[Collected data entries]

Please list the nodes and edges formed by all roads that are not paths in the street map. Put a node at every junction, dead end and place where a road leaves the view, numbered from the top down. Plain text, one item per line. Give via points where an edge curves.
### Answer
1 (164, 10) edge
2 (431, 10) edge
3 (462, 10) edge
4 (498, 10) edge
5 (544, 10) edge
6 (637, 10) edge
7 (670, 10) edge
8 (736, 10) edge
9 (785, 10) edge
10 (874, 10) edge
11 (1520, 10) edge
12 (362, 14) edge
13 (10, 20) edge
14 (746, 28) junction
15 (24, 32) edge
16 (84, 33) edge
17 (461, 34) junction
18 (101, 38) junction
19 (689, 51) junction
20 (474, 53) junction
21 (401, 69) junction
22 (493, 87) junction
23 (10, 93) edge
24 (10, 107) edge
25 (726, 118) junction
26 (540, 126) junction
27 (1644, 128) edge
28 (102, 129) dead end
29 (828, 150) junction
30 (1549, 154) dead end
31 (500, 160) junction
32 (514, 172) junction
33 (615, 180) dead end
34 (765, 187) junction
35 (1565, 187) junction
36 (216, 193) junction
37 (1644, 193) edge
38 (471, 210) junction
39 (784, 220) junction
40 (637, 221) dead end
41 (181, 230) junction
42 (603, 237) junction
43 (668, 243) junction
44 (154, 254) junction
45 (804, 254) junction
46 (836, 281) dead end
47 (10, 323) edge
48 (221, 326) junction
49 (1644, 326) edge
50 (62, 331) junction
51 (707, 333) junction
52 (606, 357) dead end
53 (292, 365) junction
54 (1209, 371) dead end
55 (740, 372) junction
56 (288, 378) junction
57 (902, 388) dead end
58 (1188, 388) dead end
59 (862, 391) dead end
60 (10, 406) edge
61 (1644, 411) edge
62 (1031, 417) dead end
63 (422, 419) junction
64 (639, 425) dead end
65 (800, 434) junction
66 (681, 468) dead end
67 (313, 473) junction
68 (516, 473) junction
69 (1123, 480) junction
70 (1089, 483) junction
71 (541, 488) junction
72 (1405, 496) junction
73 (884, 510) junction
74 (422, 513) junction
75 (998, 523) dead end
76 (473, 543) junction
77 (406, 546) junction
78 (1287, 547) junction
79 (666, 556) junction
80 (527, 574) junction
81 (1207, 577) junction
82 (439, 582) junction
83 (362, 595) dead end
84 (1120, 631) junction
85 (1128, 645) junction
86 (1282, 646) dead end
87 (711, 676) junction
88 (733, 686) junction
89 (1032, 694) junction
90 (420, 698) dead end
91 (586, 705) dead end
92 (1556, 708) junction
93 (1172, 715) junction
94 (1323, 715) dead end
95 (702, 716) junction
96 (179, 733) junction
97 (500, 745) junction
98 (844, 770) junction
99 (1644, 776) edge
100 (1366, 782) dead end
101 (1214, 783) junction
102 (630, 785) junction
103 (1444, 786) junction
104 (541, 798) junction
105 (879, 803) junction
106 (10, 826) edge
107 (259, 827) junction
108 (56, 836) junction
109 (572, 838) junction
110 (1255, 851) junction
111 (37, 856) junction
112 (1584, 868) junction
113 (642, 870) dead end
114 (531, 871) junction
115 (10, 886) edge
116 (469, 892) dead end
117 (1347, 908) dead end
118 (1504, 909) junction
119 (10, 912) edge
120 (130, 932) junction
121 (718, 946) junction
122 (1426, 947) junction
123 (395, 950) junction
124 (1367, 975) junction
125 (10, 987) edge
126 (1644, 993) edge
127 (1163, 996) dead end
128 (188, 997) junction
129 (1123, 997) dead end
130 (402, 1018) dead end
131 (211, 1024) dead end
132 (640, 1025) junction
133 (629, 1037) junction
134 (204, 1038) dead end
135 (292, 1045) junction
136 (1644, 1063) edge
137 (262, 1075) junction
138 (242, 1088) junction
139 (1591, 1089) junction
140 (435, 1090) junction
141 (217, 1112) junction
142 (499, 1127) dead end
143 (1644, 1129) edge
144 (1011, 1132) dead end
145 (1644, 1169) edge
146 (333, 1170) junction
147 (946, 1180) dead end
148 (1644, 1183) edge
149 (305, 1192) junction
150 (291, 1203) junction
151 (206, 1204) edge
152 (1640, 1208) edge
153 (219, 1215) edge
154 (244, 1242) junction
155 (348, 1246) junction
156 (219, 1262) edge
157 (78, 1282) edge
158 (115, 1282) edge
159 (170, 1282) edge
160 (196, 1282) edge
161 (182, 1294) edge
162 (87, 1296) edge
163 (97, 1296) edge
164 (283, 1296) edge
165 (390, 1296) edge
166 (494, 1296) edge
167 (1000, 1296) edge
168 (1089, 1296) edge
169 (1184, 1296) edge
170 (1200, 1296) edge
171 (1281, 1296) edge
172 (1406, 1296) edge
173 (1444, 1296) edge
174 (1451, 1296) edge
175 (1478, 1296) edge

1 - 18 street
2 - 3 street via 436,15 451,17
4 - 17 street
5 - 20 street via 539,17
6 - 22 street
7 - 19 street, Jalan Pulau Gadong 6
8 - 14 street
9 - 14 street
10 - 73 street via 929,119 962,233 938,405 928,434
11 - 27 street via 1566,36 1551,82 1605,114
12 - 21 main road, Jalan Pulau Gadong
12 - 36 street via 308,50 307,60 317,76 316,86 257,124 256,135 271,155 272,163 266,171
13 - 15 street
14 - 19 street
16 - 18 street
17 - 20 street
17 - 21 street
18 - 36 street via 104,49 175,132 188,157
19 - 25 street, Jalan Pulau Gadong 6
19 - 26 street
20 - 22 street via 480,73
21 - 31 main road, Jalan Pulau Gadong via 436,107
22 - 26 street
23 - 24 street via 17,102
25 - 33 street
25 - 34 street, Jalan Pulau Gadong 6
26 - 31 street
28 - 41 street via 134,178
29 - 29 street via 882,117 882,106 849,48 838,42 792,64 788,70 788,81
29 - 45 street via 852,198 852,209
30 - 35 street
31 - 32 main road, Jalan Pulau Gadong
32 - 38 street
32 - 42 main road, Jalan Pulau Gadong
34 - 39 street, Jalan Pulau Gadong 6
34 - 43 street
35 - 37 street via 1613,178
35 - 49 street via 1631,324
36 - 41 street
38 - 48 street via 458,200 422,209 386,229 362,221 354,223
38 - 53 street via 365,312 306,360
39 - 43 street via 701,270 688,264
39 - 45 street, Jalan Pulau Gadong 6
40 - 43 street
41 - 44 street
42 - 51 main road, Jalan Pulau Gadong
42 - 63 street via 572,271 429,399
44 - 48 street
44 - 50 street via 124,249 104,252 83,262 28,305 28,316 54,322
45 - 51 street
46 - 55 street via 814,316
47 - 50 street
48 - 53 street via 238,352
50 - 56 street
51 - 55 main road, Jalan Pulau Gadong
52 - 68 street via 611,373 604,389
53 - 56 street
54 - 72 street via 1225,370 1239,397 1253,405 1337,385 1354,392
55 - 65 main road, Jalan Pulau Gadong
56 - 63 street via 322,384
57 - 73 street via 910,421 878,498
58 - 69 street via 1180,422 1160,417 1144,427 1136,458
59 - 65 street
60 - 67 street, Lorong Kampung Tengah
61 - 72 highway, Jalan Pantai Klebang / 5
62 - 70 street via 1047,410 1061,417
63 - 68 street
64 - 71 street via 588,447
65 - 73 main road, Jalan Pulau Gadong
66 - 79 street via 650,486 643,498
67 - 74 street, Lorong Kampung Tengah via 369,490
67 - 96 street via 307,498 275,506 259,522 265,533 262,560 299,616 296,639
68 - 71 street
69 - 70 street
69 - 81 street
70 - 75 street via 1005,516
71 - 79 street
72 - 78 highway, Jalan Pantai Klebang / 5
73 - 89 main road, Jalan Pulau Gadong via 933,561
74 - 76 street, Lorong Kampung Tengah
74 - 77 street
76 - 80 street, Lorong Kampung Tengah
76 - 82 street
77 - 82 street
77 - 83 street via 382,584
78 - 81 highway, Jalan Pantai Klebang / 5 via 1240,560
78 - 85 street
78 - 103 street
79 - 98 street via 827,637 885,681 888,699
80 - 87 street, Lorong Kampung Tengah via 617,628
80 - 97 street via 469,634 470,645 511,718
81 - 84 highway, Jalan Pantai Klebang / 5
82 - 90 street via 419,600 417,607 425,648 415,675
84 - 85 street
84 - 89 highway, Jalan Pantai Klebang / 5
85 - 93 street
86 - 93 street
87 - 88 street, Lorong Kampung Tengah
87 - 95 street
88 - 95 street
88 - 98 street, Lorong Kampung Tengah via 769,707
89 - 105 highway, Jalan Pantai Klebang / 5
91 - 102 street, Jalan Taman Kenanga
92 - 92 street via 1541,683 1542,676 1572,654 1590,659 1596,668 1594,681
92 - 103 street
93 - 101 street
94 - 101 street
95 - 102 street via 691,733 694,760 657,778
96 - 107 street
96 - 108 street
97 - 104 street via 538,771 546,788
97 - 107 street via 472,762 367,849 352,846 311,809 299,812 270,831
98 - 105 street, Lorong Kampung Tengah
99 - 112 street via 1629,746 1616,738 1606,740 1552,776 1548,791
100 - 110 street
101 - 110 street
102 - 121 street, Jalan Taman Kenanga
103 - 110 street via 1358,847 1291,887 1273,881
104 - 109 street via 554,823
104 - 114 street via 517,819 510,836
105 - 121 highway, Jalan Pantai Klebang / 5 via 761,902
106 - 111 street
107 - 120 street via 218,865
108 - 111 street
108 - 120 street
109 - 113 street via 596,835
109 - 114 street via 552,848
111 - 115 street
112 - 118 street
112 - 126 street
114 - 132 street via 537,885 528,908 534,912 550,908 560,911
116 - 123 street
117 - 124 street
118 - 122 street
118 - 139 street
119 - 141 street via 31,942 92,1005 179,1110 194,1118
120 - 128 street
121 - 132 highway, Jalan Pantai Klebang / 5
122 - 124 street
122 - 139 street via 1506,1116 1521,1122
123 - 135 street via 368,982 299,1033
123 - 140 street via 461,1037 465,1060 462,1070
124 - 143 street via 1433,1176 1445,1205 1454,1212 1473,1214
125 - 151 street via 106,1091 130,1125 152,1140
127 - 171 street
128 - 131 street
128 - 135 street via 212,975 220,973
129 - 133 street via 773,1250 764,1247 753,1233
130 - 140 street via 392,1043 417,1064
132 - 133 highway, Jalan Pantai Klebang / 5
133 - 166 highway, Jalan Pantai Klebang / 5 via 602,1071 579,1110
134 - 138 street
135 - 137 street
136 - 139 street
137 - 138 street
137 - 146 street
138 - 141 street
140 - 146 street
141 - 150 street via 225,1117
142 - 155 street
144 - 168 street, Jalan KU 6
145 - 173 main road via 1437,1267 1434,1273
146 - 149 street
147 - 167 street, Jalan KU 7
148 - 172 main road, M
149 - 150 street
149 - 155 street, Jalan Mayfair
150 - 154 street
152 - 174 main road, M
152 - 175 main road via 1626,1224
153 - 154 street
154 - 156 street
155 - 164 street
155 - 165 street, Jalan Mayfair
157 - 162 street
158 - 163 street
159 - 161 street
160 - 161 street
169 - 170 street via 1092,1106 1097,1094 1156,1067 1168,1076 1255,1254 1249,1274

■ Problem description ■
What lines hold the string "Klebang"? Pick them out of the data.

■ Answer to this exercise ■
61 - 72 highway, Jalan Pantai Klebang / 5
72 - 78 highway, Jalan Pantai Klebang / 5
78 - 81 highway, Jalan Pantai Klebang / 5 via 1240,560
81 - 84 highway, Jalan Pantai Klebang / 5
84 - 89 highway, Jalan Pantai Klebang / 5
89 - 105 highway, Jalan Pantai Klebang / 5
105 - 121 highway, Jalan Pantai Klebang / 5 via 761,902
121 - 132 highway, Jalan Pantai Klebang / 5
132 - 133 highway, Jalan Pantai Klebang / 5
133 - 166 highway, Jalan Pantai Klebang / 5 via 602,1071 579,1110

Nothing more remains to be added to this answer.